WWF is working with local wildlife officials in Indonesia, using camera traps to help conduct surveys that will provide range maps for rhinos in Java and tigers in Sumatra.
These maps let us know where the endangered species live, and provide crucial information to share with local governments making land-use decisions, such as what forests most need to be protected from logging or conversion to agriculture.
The cameras will also help provide invaluable information on the number of rhino and tigers living in various habitat types and determine whether there are adequate food resources for them to survive. The results could have significant implications for species and forest preservation here and around the world.
Camera trap operators caught in their own trap during camera installation in Kerumutan, Sumatra, Indonesia.
The Javan rhinoceros, numbering fewer than 60 individuals in the wild, is probably the rarest large mammal species in the world.
Indonesia's Ujung Kulon National Park, on the western-most tip of the island of Java, is home to the world's largest population. A smaller population of less than 10 rhinos is clinging to survival in Vietnam's Cat Tien National Park.
Ujung Kulon is absolutely critical for the survival of the Javan rhino. Anti-poaching patrols, supported by WWF and other conservation partners, have helped the park’s rhino population recover and these patrols continue to safeguard them today.
WWF is also using camera traps to gain a better understanding of the rhino's current population structure and behaviour patterns. To date, the cameras have helped record the birth of a baby rhino and the movements of two juveniles.
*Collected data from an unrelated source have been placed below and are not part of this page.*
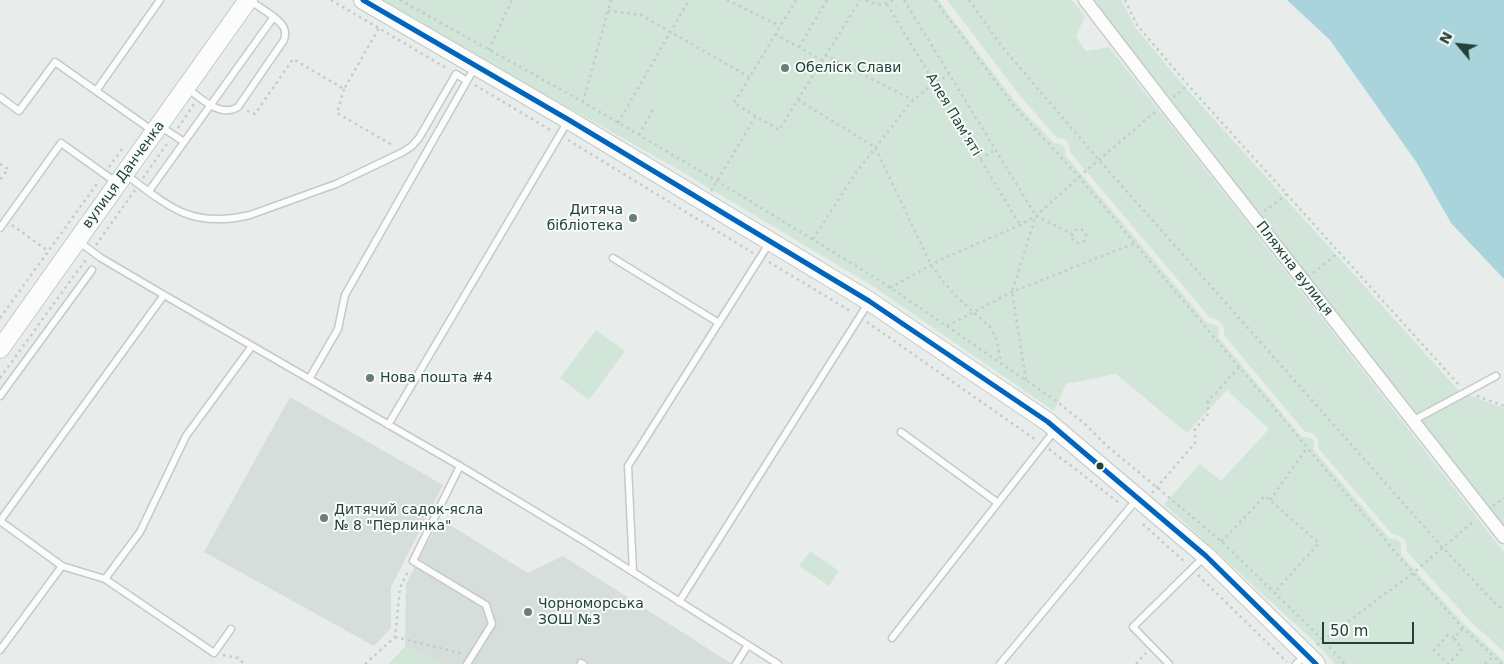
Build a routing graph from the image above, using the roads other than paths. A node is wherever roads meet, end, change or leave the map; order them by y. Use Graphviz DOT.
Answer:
graph roads {
  1 [pos="160,0"];
  2 [pos="248,0"];
  3 [pos="363,0"];
  4 [pos="1085,0"];
  5 [pos="273,18"];
  6 [pos="472,73"];
  7 [pos="186,88"];
  8 [pos="96,91"];
  9 [pos="0,97"];
  10 [pos="211,105"];
  11 [pos="569,120"];
  12 [pos="157,129"];
  13 [pos="184,142"];
  14 [pos="115,177"];
  15 [pos="149,191"];
  16 [pos="0,228"];
  17 [pos="77,240"];
  18 [pos="771,241"];
  19 [pos="613,258"];
  20 [pos="92,270"];
  21 [pos="164,295"];
  22 [pos="869,300"];
  23 [pos="719,323"];
  24 [pos="252,346"];
  25 [pos="0,349"];
  26 [pos="1496,376"];
  27 [pos="309,379"];
  28 [pos="0,396"];
  29 [pos="1414,420"];
  30 [pos="388,425"];
  31 [pos="1056,429"];
  32 [pos="901,432"];
  33 [pos="460,466"];
  34 [pos="998,503"];
  35 [pos="1133,504"];
  36 [pos="0,521"];
  37 [pos="1504,537"];
  38 [pos="1206,556"];
  39 [pos="62,566"];
  40 [pos="633,572"];
  41 [pos="105,579"];
  42 [pos="679,602"];
  43 [pos="231,629"];
  44 [pos="892,638"];
  45 [pos="748,645"];
  46 [pos="0,650"];
  47 [pos="1306,661"];
  48 [pos="467,664"];
  49 [pos="736,664"];
  50 [pos="778,664"];
  51 [pos="1000,664"];
  52 [pos="1170,664"];
  1 -- 8 [label="lane"];
  2 -- 5 [label="lane"];
  2 -- 7 [label="street, вулиця Данченка"];
  3 -- 6 [label="street"];
  4 -- 29 [label="street, Пляжна вулиця"];
  5 -- 10 [label="lane"];
  5 -- 10 [label="lane"];
  6 -- 11 [label="street"];
  6 -- 15 [label="lane"];
  6 -- 27 [label="lane"];
  7 -- 10 [label="lane"];
  7 -- 12 [label="street, вулиця Данченка"];
  8 -- 9 [label="lane"];
  8 -- 12 [label="lane"];
  10 -- 13 [label="lane"];
  11 -- 18 [label="street"];
  11 -- 30 [label="lane"];
  12 -- 13 [label="lane"];
  12 -- 14 [label="street, вулиця Данченка"];
  13 -- 15 [label="lane"];
  14 -- 15 [label="lane"];
  14 -- 16 [label="lane"];
  14 -- 17 [label="street, вулиця Данченка"];
  17 -- 21 [label="lane"];
  17 -- 25 [label="street, вулиця Данченка"];
  18 -- 22 [label="street"];
  18 -- 23 [label="lane"];
  19 -- 23 [label="lane"];
  20 -- 28 [label="lane"];
  21 -- 24 [label="lane"];
  21 -- 36 [label="lane"];
  22 -- 31 [label="street"];
  22 -- 42 [label="lane"];
  23 -- 40 [label="lane"];
  24 -- 27 [label="lane"];
  24 -- 41 [label="lane"];
  26 -- 29 [label="lane"];
  27 -- 30 [label="lane"];
  29 -- 37 [label="street, Пляжна вулиця"];
  30 -- 33 [label="lane"];
  31 -- 34 [label="lane"];
  31 -- 35 [label="street"];
  32 -- 34 [label="lane"];
  33 -- 40 [label="lane"];
  33 -- 48 [label="lane"];
  34 -- 44 [label="lane"];
  35 -- 38 [label="street"];
  35 -- 51 [label="lane"];
  36 -- 39 [label="lane"];
  38 -- 47 [label="street"];
  38 -- 52 [label="lane"];
  39 -- 41 [label="lane"];
  39 -- 46 [label="lane"];
  40 -- 42 [label="lane"];
  41 -- 43 [label="lane"];
  42 -- 45 [label="lane"];
  45 -- 49 [label="lane"];
  45 -- 50 [label="lane"];
}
WWF will continue to assess habitat and rhino food availability in Ujung Kulon, as well as the feasibility of translocating rhinos to establish a new population elsewhere, once a suitable and secure site is identified.
The Sumatran tiger, numbering no more than 400 individuals in the wild, is found exclusively on the Indonesian island of Sumatra, the last stronghold for tigers in Indonesia.
Whereas tigers were formerly widespread on Bali and Java in the 20th century, these subspecies have been exterminated. The last observation in Bali dates back to the late 1930s, and the Javan tiger was recorded for the last time during a survey in 1976. There have been no confirmed records since.
Accelerating deforestation and rampant poaching across the Sumatran tiger's range mean that unless urgent action is taken, the Sumatran tiger will shortly follow the fate of its extinct relatives of Java and Bali.